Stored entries

--- START ---

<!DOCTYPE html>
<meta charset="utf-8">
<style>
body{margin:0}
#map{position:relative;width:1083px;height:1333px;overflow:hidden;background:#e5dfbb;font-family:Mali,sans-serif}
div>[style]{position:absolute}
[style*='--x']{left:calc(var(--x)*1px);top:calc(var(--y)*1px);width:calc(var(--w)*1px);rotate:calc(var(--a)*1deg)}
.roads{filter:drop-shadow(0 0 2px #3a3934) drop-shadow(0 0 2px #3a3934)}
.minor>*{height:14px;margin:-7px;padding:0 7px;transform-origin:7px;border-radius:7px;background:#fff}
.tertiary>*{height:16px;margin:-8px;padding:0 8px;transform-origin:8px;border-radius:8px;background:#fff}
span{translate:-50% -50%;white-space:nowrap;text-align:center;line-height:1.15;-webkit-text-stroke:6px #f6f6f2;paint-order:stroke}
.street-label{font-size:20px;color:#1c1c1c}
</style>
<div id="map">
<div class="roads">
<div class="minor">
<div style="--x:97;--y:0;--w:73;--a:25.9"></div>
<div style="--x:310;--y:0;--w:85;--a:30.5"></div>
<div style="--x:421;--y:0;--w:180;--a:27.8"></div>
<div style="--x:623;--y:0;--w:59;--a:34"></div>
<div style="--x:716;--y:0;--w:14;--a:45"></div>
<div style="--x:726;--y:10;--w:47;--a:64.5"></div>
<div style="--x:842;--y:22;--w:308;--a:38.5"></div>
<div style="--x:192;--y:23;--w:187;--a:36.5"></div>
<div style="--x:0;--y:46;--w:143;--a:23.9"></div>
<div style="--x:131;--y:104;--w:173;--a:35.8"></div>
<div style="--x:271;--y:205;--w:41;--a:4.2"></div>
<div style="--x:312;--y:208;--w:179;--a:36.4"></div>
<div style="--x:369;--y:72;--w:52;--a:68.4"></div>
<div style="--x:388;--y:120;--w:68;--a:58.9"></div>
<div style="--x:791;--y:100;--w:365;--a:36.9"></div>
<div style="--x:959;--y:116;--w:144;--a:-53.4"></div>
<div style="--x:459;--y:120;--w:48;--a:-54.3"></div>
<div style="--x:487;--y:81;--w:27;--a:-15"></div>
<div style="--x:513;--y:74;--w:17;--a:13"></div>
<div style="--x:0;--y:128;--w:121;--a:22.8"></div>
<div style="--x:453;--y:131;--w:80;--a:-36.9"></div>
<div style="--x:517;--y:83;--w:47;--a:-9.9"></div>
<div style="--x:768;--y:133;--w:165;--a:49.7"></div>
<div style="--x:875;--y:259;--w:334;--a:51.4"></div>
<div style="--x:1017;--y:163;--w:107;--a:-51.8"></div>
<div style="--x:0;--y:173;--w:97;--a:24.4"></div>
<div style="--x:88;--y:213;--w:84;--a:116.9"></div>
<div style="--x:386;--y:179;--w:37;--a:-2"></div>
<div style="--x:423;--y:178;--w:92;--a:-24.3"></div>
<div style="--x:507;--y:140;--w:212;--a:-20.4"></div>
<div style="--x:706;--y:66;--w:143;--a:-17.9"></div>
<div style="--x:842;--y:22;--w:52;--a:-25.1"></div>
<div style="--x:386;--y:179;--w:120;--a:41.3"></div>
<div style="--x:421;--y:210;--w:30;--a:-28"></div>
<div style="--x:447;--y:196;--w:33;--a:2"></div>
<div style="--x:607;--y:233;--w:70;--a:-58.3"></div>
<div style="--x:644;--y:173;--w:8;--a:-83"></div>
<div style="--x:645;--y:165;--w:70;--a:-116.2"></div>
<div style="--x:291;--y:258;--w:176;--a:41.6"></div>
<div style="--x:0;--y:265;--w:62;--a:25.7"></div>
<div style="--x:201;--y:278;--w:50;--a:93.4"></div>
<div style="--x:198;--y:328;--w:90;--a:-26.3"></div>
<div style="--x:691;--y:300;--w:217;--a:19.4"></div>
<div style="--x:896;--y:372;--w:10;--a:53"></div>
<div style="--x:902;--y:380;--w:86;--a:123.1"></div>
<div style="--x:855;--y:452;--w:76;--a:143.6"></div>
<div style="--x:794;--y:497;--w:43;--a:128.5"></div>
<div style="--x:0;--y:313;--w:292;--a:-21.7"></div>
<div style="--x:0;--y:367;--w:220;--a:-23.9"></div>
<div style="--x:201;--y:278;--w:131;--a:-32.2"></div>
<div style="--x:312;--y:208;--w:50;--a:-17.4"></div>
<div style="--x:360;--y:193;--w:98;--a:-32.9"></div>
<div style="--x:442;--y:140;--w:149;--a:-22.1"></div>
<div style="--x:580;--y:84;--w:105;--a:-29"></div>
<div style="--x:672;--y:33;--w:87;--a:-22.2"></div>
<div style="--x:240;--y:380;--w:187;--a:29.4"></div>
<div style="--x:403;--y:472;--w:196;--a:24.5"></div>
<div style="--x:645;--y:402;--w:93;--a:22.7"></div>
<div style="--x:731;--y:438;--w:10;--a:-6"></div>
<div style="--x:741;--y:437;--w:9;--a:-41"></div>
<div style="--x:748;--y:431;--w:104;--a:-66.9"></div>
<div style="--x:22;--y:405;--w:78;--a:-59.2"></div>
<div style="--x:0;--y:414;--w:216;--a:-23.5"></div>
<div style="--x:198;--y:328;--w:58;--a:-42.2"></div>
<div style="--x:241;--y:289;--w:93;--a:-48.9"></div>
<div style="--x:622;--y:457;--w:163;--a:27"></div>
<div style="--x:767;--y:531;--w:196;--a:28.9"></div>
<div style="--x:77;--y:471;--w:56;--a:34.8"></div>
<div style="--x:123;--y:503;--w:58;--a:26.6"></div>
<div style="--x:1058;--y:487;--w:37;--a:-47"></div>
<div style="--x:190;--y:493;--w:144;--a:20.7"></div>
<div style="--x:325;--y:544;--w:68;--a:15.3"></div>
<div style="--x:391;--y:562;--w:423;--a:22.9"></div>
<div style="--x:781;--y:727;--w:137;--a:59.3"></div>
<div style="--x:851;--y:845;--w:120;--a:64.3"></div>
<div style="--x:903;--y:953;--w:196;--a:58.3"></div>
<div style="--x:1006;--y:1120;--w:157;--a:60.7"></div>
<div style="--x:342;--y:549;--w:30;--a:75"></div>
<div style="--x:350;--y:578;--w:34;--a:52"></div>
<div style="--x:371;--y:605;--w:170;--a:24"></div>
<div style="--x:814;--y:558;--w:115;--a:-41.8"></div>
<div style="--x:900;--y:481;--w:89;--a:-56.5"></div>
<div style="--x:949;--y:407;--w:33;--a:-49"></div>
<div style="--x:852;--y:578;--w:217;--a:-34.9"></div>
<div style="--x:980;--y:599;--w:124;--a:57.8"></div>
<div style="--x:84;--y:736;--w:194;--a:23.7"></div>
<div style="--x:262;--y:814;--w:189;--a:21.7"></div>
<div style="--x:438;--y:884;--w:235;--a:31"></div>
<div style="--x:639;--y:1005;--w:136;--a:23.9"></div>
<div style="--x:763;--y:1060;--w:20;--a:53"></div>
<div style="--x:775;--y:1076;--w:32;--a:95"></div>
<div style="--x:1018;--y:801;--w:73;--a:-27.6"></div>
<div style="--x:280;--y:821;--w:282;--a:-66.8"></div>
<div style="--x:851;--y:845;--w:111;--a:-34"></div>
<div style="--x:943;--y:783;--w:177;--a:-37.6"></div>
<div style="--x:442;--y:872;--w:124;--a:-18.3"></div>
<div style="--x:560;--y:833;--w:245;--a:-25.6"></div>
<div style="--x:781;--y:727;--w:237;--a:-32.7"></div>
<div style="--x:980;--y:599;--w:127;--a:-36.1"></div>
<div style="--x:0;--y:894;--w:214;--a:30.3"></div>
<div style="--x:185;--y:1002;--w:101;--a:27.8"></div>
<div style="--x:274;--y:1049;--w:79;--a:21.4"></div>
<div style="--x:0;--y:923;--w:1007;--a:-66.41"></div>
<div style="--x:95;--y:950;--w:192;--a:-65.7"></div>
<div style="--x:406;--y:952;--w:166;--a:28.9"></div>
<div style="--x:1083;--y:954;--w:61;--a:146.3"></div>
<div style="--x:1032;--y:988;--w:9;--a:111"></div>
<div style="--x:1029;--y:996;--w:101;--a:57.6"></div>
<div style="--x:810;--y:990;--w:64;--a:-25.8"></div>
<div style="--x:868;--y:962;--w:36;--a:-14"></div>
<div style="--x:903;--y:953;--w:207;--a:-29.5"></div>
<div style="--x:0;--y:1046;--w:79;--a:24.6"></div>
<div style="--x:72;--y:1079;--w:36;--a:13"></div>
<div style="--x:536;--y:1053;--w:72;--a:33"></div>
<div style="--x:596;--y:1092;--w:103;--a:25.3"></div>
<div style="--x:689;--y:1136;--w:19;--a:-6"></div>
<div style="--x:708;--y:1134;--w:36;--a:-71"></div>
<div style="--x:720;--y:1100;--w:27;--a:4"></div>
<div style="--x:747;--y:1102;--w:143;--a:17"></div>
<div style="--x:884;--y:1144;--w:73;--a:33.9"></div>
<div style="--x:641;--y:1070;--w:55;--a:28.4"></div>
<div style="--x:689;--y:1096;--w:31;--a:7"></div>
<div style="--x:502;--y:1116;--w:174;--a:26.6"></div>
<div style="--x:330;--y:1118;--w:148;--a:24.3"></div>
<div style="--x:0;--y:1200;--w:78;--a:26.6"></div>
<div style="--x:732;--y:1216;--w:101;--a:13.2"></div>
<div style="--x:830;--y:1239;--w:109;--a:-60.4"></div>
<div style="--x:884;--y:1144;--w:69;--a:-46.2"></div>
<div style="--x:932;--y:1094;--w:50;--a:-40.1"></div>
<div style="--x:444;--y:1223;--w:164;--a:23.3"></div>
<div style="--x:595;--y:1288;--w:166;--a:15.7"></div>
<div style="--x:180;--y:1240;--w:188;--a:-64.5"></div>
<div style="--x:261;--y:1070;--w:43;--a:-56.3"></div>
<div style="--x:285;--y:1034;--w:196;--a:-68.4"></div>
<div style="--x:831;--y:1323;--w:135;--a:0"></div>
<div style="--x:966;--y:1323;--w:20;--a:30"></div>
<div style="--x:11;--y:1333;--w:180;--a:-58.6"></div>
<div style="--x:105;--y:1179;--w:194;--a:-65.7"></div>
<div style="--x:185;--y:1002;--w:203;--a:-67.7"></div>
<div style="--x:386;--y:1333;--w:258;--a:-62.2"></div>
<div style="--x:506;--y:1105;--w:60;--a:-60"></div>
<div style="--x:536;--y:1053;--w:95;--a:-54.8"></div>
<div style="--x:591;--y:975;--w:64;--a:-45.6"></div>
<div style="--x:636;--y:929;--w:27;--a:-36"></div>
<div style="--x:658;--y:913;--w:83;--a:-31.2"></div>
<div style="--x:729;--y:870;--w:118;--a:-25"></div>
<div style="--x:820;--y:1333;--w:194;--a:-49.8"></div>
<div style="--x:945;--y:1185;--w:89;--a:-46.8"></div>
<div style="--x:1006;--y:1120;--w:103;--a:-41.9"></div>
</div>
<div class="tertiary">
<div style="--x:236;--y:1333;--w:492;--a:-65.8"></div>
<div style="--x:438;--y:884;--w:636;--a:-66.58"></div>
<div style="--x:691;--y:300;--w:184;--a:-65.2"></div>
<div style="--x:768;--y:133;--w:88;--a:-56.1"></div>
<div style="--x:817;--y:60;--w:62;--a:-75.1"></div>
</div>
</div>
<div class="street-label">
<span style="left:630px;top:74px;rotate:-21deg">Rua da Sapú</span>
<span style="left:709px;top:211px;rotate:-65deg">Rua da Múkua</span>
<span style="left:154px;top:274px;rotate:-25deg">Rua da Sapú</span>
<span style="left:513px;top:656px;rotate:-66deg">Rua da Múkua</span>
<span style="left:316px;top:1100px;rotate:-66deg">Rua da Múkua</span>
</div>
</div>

--- END ---

[Required action] Search the entries for the word "rotate" and show every line that has it.

[Response to the task]
[style*='--x']{left:calc(var(--x)*1px);top:calc(var(--y)*1px);width:calc(var(--w)*1px);rotate:calc(var(--a)*1deg)}
<span style="left:630px;top:74px;rotate:-21deg">Rua da Sapú</span>
<span style="left:709px;top:211px;rotate:-65deg">Rua da Múkua</span>
<span style="left:154px;top:274px;rotate:-25deg">Rua da Sapú</span>
<span style="left:513px;top:656px;rotate:-66deg">Rua da Múkua</span>
<span style="left:316px;top:1100px;rotate:-66deg">Rua da Múkua</span>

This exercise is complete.